A drone, a tank, a fighter jet are tools, not solutions.

Without trained people, logistics and command systems, they are just expensive metal Image
4/9 An army is not a pile of hardware.

It is a living system:
C4ISR, logistics, infantry, artillery, intelligence, medicine, communications.

Without this connectivity, even the best tech fragments into isolated pieces Image
5/9 Krotevych reminds Europe of the principles of war:

Objective, Offensive, Mass, Economy of Force, Maneuver, Unity of Command, Security, Surprise, Simplicity, Sustainability.

Without these, technology is just decoration Image
6/9 Money does not equal readiness.

Stark Defence raised $100M. All four test strikes failed.

Watchkeeper cost Britain £1B. Drones crashed before combat.

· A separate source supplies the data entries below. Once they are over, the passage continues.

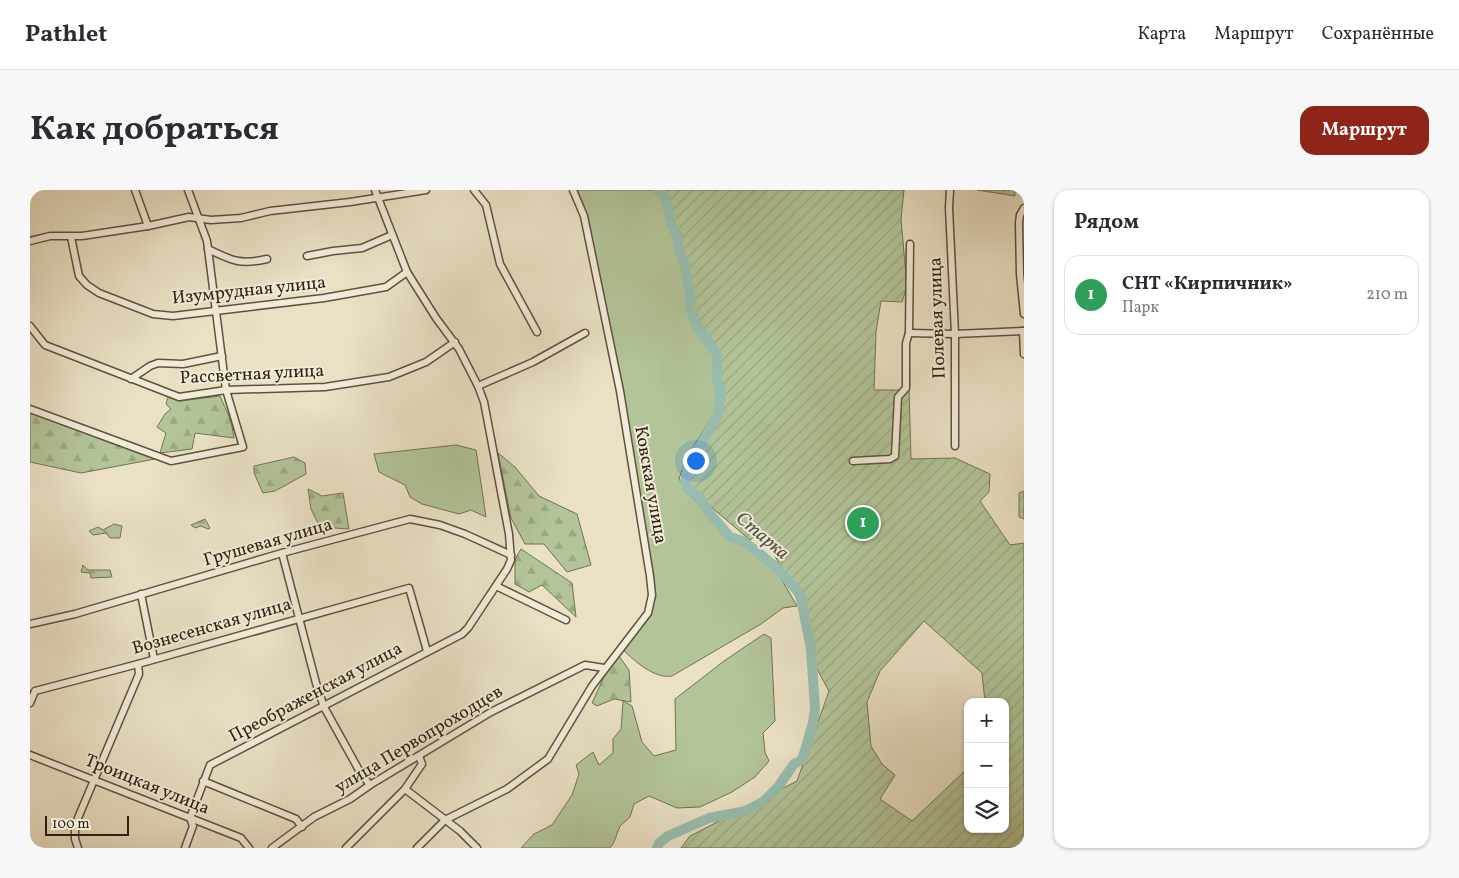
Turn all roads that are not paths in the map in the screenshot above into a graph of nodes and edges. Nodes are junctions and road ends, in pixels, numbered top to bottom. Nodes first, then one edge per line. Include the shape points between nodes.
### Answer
1 (135, 190) edge
2 (188, 190) edge
3 (375, 190) edge
4 (426, 190) edge
5 (474, 190) edge
6 (573, 190) edge
7 (950, 190) edge
8 (378, 198) junction
9 (1023, 209) edge
10 (198, 217) junction
11 (148, 226) junction
12 (392, 235) junction
13 (71, 237) junction
14 (30, 241) edge
15 (910, 244) dead end
16 (208, 250) junction
17 (307, 256) dead end
18 (267, 259) dead end
19 (407, 272) junction
20 (216, 312) junction
21 (1024, 314) edge
22 (30, 326) edge
23 (1023, 331) edge
24 (537, 332) dead end
25 (909, 333) junction
26 (584, 334) dead end
27 (955, 334) junction
28 (454, 342) junction
29 (1024, 354) edge
30 (222, 356) junction
31 (131, 379) junction
32 (478, 386) junction
33 (226, 390) junction
34 (30, 409) edge
35 (955, 446) dead end
36 (853, 461) dead end
37 (282, 553) junction
38 (511, 555) junction
39 (496, 586) junction
40 (140, 594) junction
41 (299, 618) junction
42 (566, 620) dead end
43 (30, 624) edge
44 (427, 651) junction
45 (154, 659) junction
46 (138, 664) junction
47 (604, 668) junction
48 (30, 703) edge
49 (324, 707) junction
50 (30, 755) edge
51 (419, 756) junction
52 (95, 780) junction
53 (204, 781) junction
54 (370, 785) junction
55 (405, 788) junction
56 (190, 818) junction
57 (445, 820) junction
58 (302, 827) junction
59 (78, 848) edge
60 (185, 848) edge
61 (249, 848) edge
62 (272, 848) edge
63 (346, 848) edge
64 (417, 848) edge
65 (478, 848) edge

1 - 11 street
2 - 10 street
3 - 8 street
4 - 8 street
5 - 24 street via 486,206 500,264
6 - 47 street, Ковская улица via 584,216 616,373 652,595 648,613
7 - 27 street, Полевая улица
8 - 10 street via 270,211 241,218 211,220
8 - 12 street
9 - 21 street via 1019,222
10 - 11 street via 189,216
10 - 16 street
11 - 13 street
12 - 17 street via 362,248
12 - 19 street
13 - 14 street via 50,236
13 - 20 street, Изумрудная улица via 79,276 99,293 153,314 173,316
15 - 25 street, Полевая улица
16 - 18 street via 242,263
16 - 20 street
19 - 20 street, Изумрудная улица via 386,287
19 - 28 street
20 - 30 street
22 - 31 street, Рассветная улица via 46,345
23 - 27 street
23 - 29 street
25 - 27 street
25 - 36 street, Полевая улица via 906,391 898,397 894,458
26 - 32 street via 533,362
27 - 35 street, Полевая улица
28 - 32 street
28 - 33 street, Рассветная улица via 426,362 389,377 325,387
30 - 31 street via 183,364 158,363
30 - 33 street
31 - 33 street, Рассветная улица via 179,397
32 - 38 street via 488,418
33 - 34 street via 243,447 171,461
37 - 38 street, Грушевая улица via 410,519 440,525
37 - 40 street, Грушевая улица
37 - 41 street
38 - 39 street, Преображенская улица
39 - 42 street
39 - 44 street, Преображенская улица via 462,634
40 - 43 street, Грушевая улица
40 - 45 street
41 - 44 street, Вознесенская улица via 409,588
41 - 45 street, Вознесенская улица
41 - 49 street
44 - 49 street, Преображенская улица
45 - 46 street, Вознесенская улица
46 - 48 street, Вознесенская улица via 35,691
46 - 52 street via 139,674
47 - 51 street, улица Первопроходцев via 585,665 491,712
47 - 57 street, Ковская улица via 548,759 507,789
49 - 53 street, Преображенская улица via 210,765
49 - 54 street
50 - 52 street, Троицкая улица
51 - 54 street, улица Первопроходцев
51 - 55 street via 422,764
52 - 56 street, Троицкая улица
52 - 59 street via 75,825
53 - 56 street, Преображенская улица
53 - 58 street via 296,819
54 - 58 street, улица Первопроходцев
55 - 57 street
55 - 63 street
56 - 60 street, Преображенская улица via 193,826
56 - 61 street, Троицкая улица via 241,838
57 - 64 street
57 - 65 street
58 - 62 street, улица Первопроходцев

Concepts born without frontline experience die on first contact with reality Image
7/9 Finland is the exception. It shows what preparation looks like:

900k reservists, 280k mobilizable immediately. Ammunition and fuel stocks, shelters, fortifications, mobilization lists.

For Finland, war is an engineering task calculated by the hour Image
8/9 Europe’s biggest mistake is listening to theorists, not practitioners.

Generals who fought from offices, not trenches, shape policy.

Meanwhile, Ukrainian officers with real combat experience are ignored.

That experience could save Europe if Europe cared Image
9/9 Victory will not go to the side with the most tech but to the side that stops playing at war and starts preparing for it.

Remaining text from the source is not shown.